_Exercise instructions_
From the entries below, please output exactly the lines starting at the one containing "Turn all roads" and ending at the one containing "Trace the roads", both included.

*** Exercise materials ***

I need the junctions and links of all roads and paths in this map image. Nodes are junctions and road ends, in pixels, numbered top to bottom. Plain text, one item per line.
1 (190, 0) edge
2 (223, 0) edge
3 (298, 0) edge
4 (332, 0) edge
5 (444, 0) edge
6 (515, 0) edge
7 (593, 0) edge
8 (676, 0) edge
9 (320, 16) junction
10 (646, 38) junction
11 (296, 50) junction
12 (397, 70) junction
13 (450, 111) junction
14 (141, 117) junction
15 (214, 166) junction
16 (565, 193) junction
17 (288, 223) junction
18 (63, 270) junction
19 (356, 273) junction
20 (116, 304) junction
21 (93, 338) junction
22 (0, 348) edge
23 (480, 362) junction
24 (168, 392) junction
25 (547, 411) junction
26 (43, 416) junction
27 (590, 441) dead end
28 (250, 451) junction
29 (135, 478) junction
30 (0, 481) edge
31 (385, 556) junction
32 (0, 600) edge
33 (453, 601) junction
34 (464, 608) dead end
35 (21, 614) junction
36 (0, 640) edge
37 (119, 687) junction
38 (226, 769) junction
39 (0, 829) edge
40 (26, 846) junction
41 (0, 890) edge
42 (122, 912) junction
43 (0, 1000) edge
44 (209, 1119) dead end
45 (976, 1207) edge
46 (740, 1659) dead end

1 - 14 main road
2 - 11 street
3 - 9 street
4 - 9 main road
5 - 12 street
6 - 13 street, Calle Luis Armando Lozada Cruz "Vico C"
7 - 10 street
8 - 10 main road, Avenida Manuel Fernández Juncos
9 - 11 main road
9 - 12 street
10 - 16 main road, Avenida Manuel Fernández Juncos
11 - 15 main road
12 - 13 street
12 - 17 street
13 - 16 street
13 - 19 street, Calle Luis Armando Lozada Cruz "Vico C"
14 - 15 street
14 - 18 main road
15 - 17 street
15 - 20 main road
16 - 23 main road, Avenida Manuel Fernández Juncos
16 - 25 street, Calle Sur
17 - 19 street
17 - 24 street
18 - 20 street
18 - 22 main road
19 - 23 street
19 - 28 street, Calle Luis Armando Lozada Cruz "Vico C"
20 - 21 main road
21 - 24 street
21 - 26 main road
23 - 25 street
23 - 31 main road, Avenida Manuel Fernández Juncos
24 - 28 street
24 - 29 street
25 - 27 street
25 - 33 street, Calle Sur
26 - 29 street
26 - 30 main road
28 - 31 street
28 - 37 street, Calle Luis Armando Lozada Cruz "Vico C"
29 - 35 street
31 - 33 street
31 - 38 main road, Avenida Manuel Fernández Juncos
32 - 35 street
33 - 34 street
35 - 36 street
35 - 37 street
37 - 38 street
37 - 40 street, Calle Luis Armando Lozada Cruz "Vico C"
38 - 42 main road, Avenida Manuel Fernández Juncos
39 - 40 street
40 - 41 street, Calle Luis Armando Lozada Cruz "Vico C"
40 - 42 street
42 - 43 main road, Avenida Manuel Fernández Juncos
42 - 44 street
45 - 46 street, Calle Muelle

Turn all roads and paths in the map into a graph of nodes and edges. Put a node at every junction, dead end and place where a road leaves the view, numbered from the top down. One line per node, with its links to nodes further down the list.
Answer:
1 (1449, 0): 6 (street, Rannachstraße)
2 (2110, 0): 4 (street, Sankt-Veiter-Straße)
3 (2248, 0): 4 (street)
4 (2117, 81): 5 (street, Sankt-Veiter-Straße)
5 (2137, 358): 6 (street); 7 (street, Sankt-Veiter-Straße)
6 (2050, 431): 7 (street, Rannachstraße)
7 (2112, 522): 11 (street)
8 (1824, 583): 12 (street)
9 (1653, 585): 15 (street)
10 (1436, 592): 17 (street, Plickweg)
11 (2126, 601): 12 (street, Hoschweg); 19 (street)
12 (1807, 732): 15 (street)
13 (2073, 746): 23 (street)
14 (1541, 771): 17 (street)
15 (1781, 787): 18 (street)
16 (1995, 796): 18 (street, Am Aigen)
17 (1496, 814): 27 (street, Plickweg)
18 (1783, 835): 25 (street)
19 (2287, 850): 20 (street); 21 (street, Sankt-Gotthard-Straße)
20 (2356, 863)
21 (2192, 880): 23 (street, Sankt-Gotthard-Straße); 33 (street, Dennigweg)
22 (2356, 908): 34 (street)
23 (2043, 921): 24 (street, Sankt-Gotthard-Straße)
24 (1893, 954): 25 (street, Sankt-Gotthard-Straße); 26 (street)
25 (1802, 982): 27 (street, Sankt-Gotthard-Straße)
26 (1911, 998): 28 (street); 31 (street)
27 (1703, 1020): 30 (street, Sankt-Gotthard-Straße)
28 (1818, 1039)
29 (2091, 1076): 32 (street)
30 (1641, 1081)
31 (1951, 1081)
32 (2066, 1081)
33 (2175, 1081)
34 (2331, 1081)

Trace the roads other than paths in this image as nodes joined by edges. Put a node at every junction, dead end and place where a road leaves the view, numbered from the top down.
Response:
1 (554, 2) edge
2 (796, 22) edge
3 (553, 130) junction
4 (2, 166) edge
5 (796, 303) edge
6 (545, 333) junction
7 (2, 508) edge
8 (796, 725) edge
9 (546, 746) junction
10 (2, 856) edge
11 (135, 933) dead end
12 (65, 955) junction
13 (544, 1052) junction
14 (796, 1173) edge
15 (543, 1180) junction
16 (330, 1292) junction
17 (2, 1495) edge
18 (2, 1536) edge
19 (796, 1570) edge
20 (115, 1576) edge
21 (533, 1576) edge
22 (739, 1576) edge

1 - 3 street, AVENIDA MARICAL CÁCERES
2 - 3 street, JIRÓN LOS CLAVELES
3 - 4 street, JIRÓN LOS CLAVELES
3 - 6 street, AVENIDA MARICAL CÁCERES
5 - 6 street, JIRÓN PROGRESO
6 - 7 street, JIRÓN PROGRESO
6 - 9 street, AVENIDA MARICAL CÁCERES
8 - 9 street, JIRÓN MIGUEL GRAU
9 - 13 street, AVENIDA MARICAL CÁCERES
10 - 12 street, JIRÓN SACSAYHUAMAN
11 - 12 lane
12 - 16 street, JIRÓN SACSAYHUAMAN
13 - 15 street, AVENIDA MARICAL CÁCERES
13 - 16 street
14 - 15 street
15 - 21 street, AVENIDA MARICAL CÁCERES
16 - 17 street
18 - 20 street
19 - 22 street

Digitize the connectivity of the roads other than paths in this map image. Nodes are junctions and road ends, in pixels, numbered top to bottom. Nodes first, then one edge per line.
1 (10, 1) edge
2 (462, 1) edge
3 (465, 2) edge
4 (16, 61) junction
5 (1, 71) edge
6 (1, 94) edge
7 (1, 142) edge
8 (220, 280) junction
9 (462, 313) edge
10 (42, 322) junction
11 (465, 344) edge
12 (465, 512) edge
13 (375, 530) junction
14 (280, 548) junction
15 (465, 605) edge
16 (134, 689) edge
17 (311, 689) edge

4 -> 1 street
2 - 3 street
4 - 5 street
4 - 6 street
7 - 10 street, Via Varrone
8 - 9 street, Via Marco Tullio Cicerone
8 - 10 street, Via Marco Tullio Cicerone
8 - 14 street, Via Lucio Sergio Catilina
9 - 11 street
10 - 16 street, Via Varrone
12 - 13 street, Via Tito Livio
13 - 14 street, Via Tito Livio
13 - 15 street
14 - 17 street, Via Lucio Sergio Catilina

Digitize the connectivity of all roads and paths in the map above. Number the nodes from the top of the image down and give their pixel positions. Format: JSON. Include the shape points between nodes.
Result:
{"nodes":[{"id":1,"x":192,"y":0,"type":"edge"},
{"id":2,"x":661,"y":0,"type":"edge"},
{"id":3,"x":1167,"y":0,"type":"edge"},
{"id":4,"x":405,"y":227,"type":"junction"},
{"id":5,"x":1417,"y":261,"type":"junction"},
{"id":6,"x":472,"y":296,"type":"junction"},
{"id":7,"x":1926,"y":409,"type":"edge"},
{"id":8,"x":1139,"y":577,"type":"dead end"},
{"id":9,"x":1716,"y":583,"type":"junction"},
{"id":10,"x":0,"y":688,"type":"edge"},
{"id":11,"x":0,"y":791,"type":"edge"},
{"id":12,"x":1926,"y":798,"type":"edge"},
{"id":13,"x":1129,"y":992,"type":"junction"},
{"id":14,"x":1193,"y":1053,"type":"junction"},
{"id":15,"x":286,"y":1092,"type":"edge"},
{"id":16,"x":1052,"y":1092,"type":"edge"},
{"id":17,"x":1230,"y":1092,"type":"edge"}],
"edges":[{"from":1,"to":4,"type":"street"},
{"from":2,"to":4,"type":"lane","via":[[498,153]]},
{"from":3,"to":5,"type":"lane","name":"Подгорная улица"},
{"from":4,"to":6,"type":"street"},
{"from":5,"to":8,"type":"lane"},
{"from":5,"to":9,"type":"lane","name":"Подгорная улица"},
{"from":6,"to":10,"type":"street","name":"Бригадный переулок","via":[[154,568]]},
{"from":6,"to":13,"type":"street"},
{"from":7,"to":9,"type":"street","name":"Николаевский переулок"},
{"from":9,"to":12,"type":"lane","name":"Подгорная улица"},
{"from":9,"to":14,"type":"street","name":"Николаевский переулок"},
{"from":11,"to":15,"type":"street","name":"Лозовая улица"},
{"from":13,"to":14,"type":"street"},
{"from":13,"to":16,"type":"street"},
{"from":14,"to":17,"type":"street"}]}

*** End of Exercise materials ***

_Your solution_
Turn all roads and paths in the map into a graph of nodes and edges. Put a node at every junction, dead end and place where a road leaves the view, numbered from the top down. One line per node, with its links to nodes further down the list.
Answer:
1 (1449, 0): 6 (street, Rannachstraße)
2 (2110, 0): 4 (street, Sankt-Veiter-Straße)
3 (2248, 0): 4 (street)
4 (2117, 81): 5 (street, Sankt-Veiter-Straße)
5 (2137, 358): 6 (street); 7 (street, Sankt-Veiter-Straße)
6 (2050, 431): 7 (street, Rannachstraße)
7 (2112, 522): 11 (street)
8 (1824, 583): 12 (street)
9 (1653, 585): 15 (street)
10 (1436, 592): 17 (street, Plickweg)
11 (2126, 601): 12 (street, Hoschweg); 19 (street)
12 (1807, 732): 15 (street)
13 (2073, 746): 23 (street)
14 (1541, 771): 17 (street)
15 (1781, 787): 18 (street)
16 (1995, 796): 18 (street, Am Aigen)
17 (1496, 814): 27 (street, Plickweg)
18 (1783, 835): 25 (street)
19 (2287, 850): 20 (street); 21 (street, Sankt-Gotthard-Straße)
20 (2356, 863)
21 (2192, 880): 23 (street, Sankt-Gotthard-Straße); 33 (street, Dennigweg)
22 (2356, 908): 34 (street)
23 (2043, 921): 24 (street, Sankt-Gotthard-Straße)
24 (1893, 954): 25 (street, Sankt-Gotthard-Straße); 26 (street)
25 (1802, 982): 27 (street, Sankt-Gotthard-Straße)
26 (1911, 998): 28 (street); 31 (street)
27 (1703, 1020): 30 (street, Sankt-Gotthard-Straße)
28 (1818, 1039)
29 (2091, 1076): 32 (street)
30 (1641, 1081)
31 (1951, 1081)
32 (2066, 1081)
33 (2175, 1081)
34 (2331, 1081)

Trace the roads other than paths in this image as nodes joined by edges. Put a node at every junction, dead end and place where a road leaves the view, numbered from the top down.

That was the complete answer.